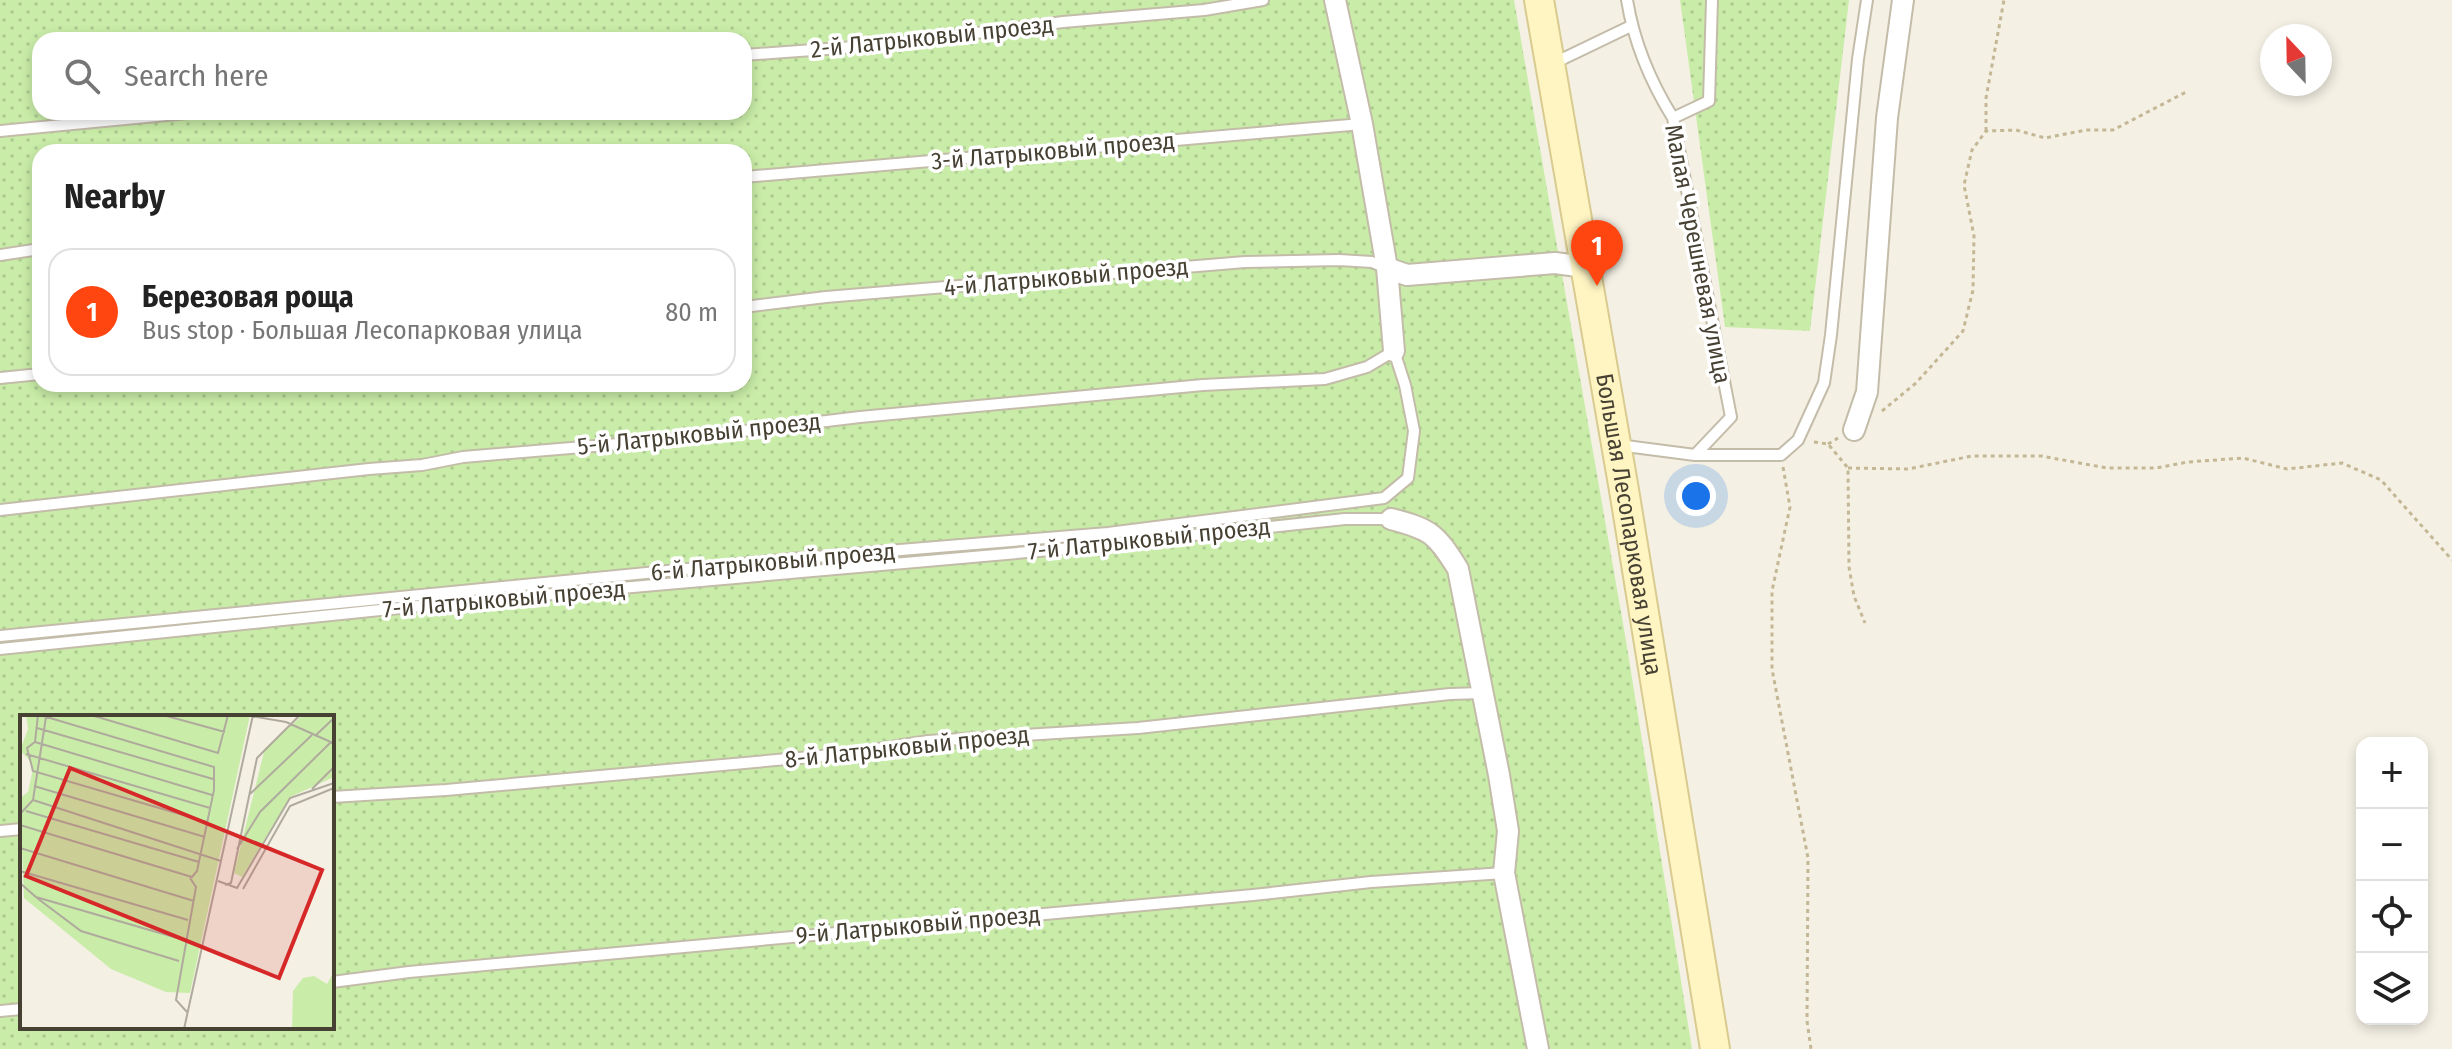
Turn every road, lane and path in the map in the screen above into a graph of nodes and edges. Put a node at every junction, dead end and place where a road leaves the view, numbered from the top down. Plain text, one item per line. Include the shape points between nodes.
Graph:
1 (1263, 0) edge
2 (1335, 0) edge
3 (1539, 0) edge
4 (1627, 0) edge
5 (1712, 0) edge
6 (1867, 0) edge
7 (1903, 0) edge
8 (2004, 0) edge
9 (1631, 26) junction
10 (752, 54) edge
11 (1551, 65) junction
12 (2188, 91) dead end
13 (1673, 118) junction
14 (115, 120) edge
15 (1362, 124) junction
16 (0, 131) edge
17 (1986, 131) junction
18 (752, 176) edge
19 (32, 250) edge
20 (0, 255) edge
21 (1585, 267) junction
22 (1387, 268) junction
23 (752, 306) edge
24 (1394, 351) junction
25 (32, 375) edge
26 (0, 378) edge
27 (1854, 430) junction
28 (1798, 440) junction
29 (1828, 444) junction
30 (1616, 445) junction
31 (1695, 455) junction
32 (1781, 455) junction
33 (1848, 468) junction
34 (0, 510) edge
35 (1391, 519) joint
36 (2452, 560) edge
37 (1865, 623) dead end
38 (0, 636) edge
39 (0, 649) edge
40 (1482, 693) junction
41 (334, 797) edge
42 (20, 829) edge
43 (0, 831) edge
44 (1504, 873) junction
45 (334, 982) edge
46 (20, 1009) edge
47 (0, 1011) edge
48 (1538, 1049) edge
49 (1715, 1049) edge
50 (1811, 1049) edge

1 - 10 lane, 2-й Латрыковый проезд via 881,45
2 - 15 street
3 - 11 main road, Большая Лесопарковая улица
4 - 9 lane, Малая Черешневая улица
5 - 13 lane via 1709,101
6 - 28 lane via 1824,383
7 - 27 street via 1887,118 1867,392
8 - 17 path via 1986,98
9 - 11 lane
9 - 13 lane, Малая Черешневая улица via 1652,85
11 - 21 main road, Большая Лесопарковая улица
12 - 17 path via 2113,130 2045,138 2016,130
13 - 31 lane, Малая Черешневая улица via 1731,417
14 - 16 lane
15 - 18 lane, 3-й Латрыковый проезд
15 - 22 street
17 - 27 path via 1972,150 1964,185 1974,236 1973,290 1963,331 1916,383
19 - 20 lane
21 - 22 street via 1555,263 1407,275
21 - 30 main road, Большая Лесопарковая улица
22 - 23 lane, 4-й Латрыковый проезд via 1339,260 1245,262
22 - 24 street
24 - 34 lane, 5-й Латрыковый проезд via 1367,367 1325,379 860,417
24 - 38 lane, 6-й Латрыковый проезд via 1414,431 1408,478 1384,498 1108,533
25 - 26 lane
27 - 29 path
28 - 29 path
28 - 32 lane
29 - 33 path
30 - 31 lane
30 - 49 main road, Большая Лесопарковая улица
31 - 32 lane
32 - 50 path via 1790,507 1772,591 1772,669 1808,858
33 - 36 path via 1908,469 1972,456 2041,456 2107,468 2243,458 2287,469 2342,463 2381,480
33 - 37 path via 1849,567
35 - 39 lane, 7-й Латрыковый проезд via 1345,519
35 - 40 street via 1419,526 1439,539 1458,569
40 - 41 lane, 8-й Латрыковый проезд
40 - 44 street via 1508,831
42 - 43 lane
44 - 45 lane, 9-й Латрыковый проезд
44 - 48 street
46 - 47 lane

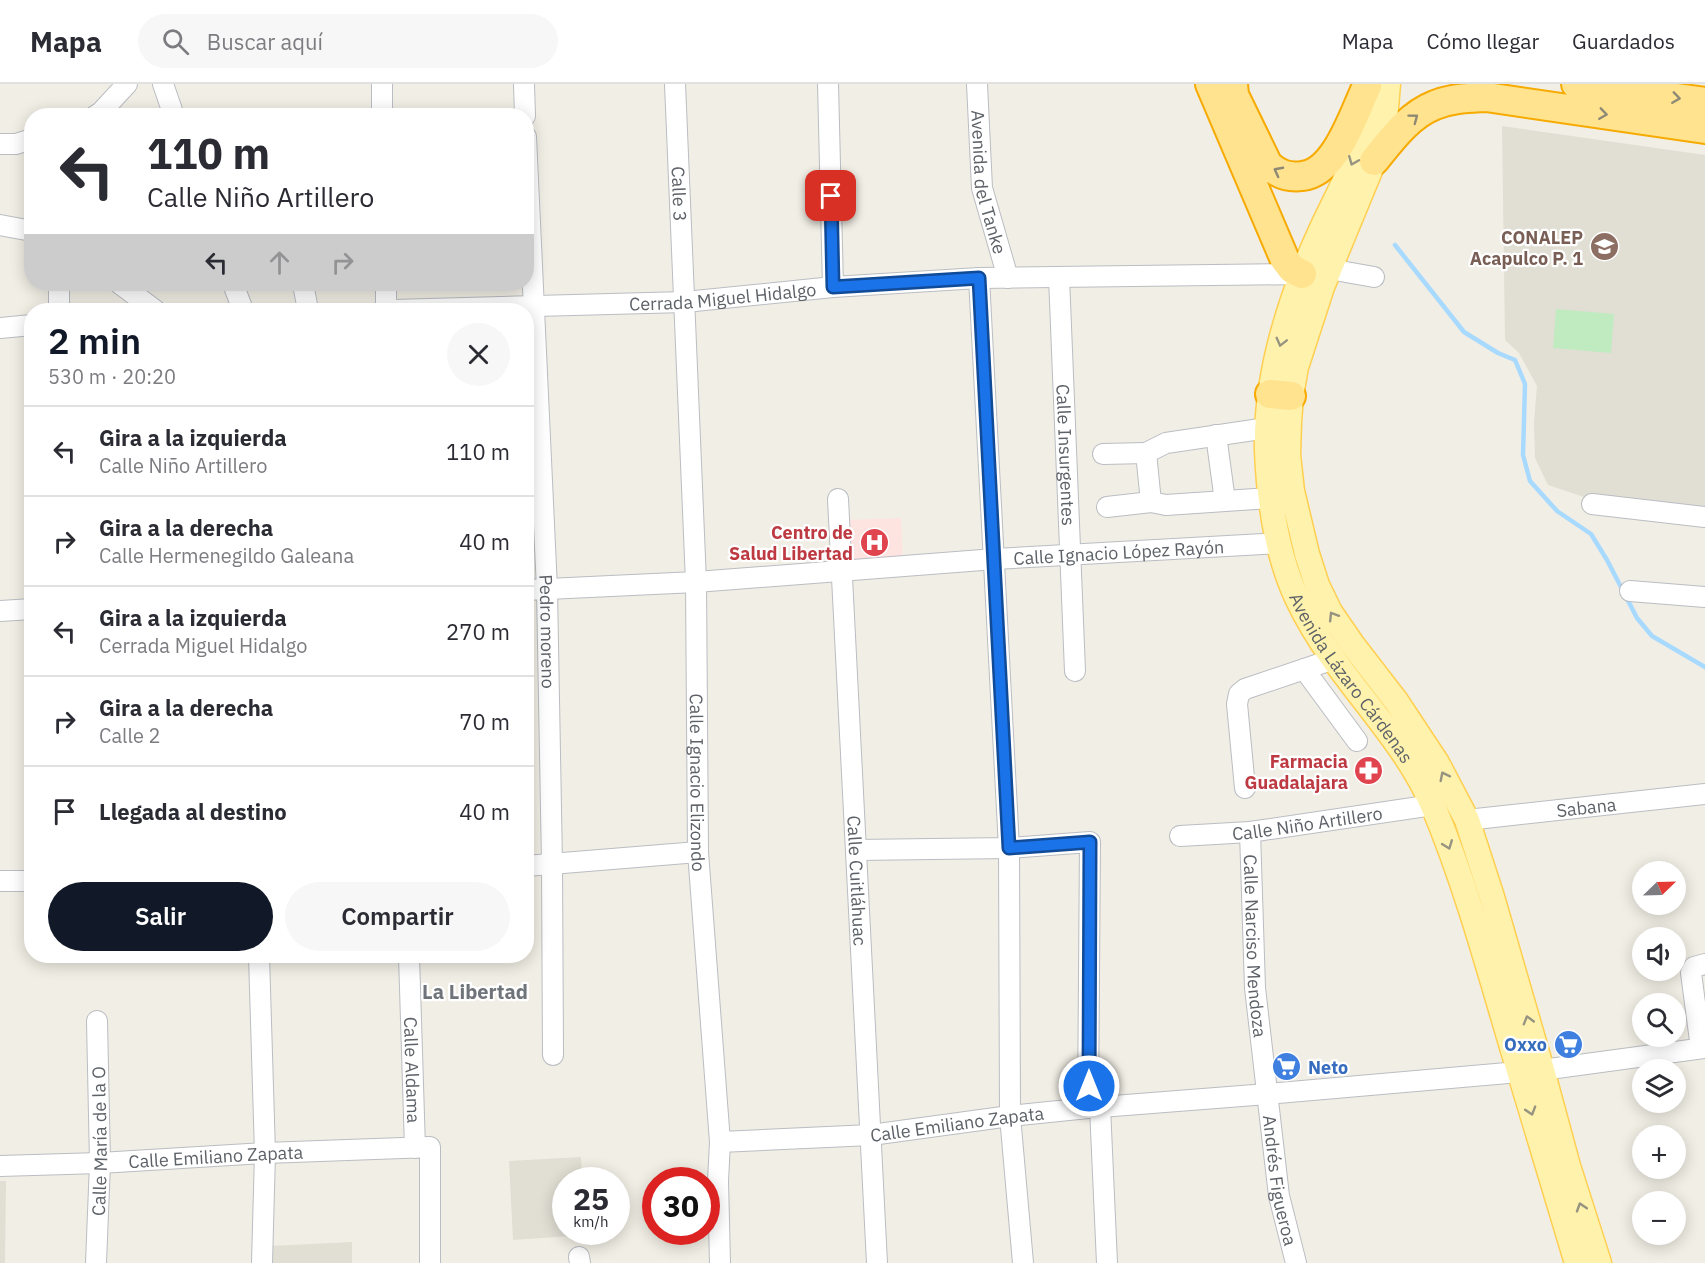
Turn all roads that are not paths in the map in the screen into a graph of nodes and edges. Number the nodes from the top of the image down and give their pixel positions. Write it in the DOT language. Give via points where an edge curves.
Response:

★ ★ ★ ★ ★

--- WHAT IS REQUIRED ---
Transcribe all of the material exactly and leave out its pictures.

--- OUTPUT ---
Turn every road, lane and path in the map in the screen above into a graph of nodes and edges. Put a node at every junction, dead end and place where a road leaves the view, numbered from the top down. Plain text, one item per line. Include the shape points between nodes.
Graph:
1 (1263, 0) edge
2 (1335, 0) edge
3 (1539, 0) edge
4 (1627, 0) edge
5 (1712, 0) edge
6 (1867, 0) edge
7 (1903, 0) edge
8 (2004, 0) edge
9 (1631, 26) junction
10 (752, 54) edge
11 (1551, 65) junction
12 (2188, 91) dead end
13 (1673, 118) junction
14 (115, 120) edge
15 (1362, 124) junction
16 (0, 131) edge
17 (1986, 131) junction
18 (752, 176) edge
19 (32, 250) edge
20 (0, 255) edge
21 (1585, 267) junction
22 (1387, 268) junction
23 (752, 306) edge
24 (1394, 351) junction
25 (32, 375) edge
26 (0, 378) edge
27 (1854, 430) junction
28 (1798, 440) junction
29 (1828, 444) junction
30 (1616, 445) junction
31 (1695, 455) junction
32 (1781, 455) junction
33 (1848, 468) junction
34 (0, 510) edge
35 (1391, 519) joint
36 (2452, 560) edge
37 (1865, 623) dead end
38 (0, 636) edge
39 (0, 649) edge
40 (1482, 693) junction
41 (334, 797) edge
42 (20, 829) edge
43 (0, 831) edge
44 (1504, 873) junction
45 (334, 982) edge
46 (20, 1009) edge
47 (0, 1011) edge
48 (1538, 1049) edge
49 (1715, 1049) edge
50 (1811, 1049) edge

1 - 10 lane, 2-й Латрыковый проезд via 881,45
2 - 15 street
3 - 11 main road, Большая Лесопарковая улица
4 - 9 lane, Малая Черешневая улица
5 - 13 lane via 1709,101
6 - 28 lane via 1824,383
7 - 27 street via 1887,118 1867,392
8 - 17 path via 1986,98
9 - 11 lane
9 - 13 lane, Малая Черешневая улица via 1652,85
11 - 21 main road, Большая Лесопарковая улица
12 - 17 path via 2113,130 2045,138 2016,130
13 - 31 lane, Малая Черешневая улица via 1731,417
14 - 16 lane
15 - 18 lane, 3-й Латрыковый проезд
15 - 22 street
17 - 27 path via 1972,150 1964,185 1974,236 1973,290 1963,331 1916,383
19 - 20 lane
21 - 22 street via 1555,263 1407,275
21 - 30 main road, Большая Лесопарковая улица
22 - 23 lane, 4-й Латрыковый проезд via 1339,260 1245,262
22 - 24 street
24 - 34 lane, 5-й Латрыковый проезд via 1367,367 1325,379 860,417
24 - 38 lane, 6-й Латрыковый проезд via 1414,431 1408,478 1384,498 1108,533
25 - 26 lane
27 - 29 path
28 - 29 path
28 - 32 lane
29 - 33 path
30 - 31 lane
30 - 49 main road, Большая Лесопарковая улица
31 - 32 lane
32 - 50 path via 1790,507 1772,591 1772,669 1808,858
33 - 36 path via 1908,469 1972,456 2041,456 2107,468 2243,458 2287,469 2342,463 2381,480
33 - 37 path via 1849,567
35 - 39 lane, 7-й Латрыковый проезд via 1345,519
35 - 40 street via 1419,526 1439,539 1458,569
40 - 41 lane, 8-й Латрыковый проезд
40 - 44 street via 1508,831
42 - 43 lane
44 - 45 lane, 9-й Латрыковый проезд
44 - 48 street
46 - 47 lane

Turn all roads that are not paths in the map in the screen into a graph of nodes and edges. Number the nodes from the top of the image down and give their pixel positions. Write it in the DOT language. Give via points where an edge curves.
Response:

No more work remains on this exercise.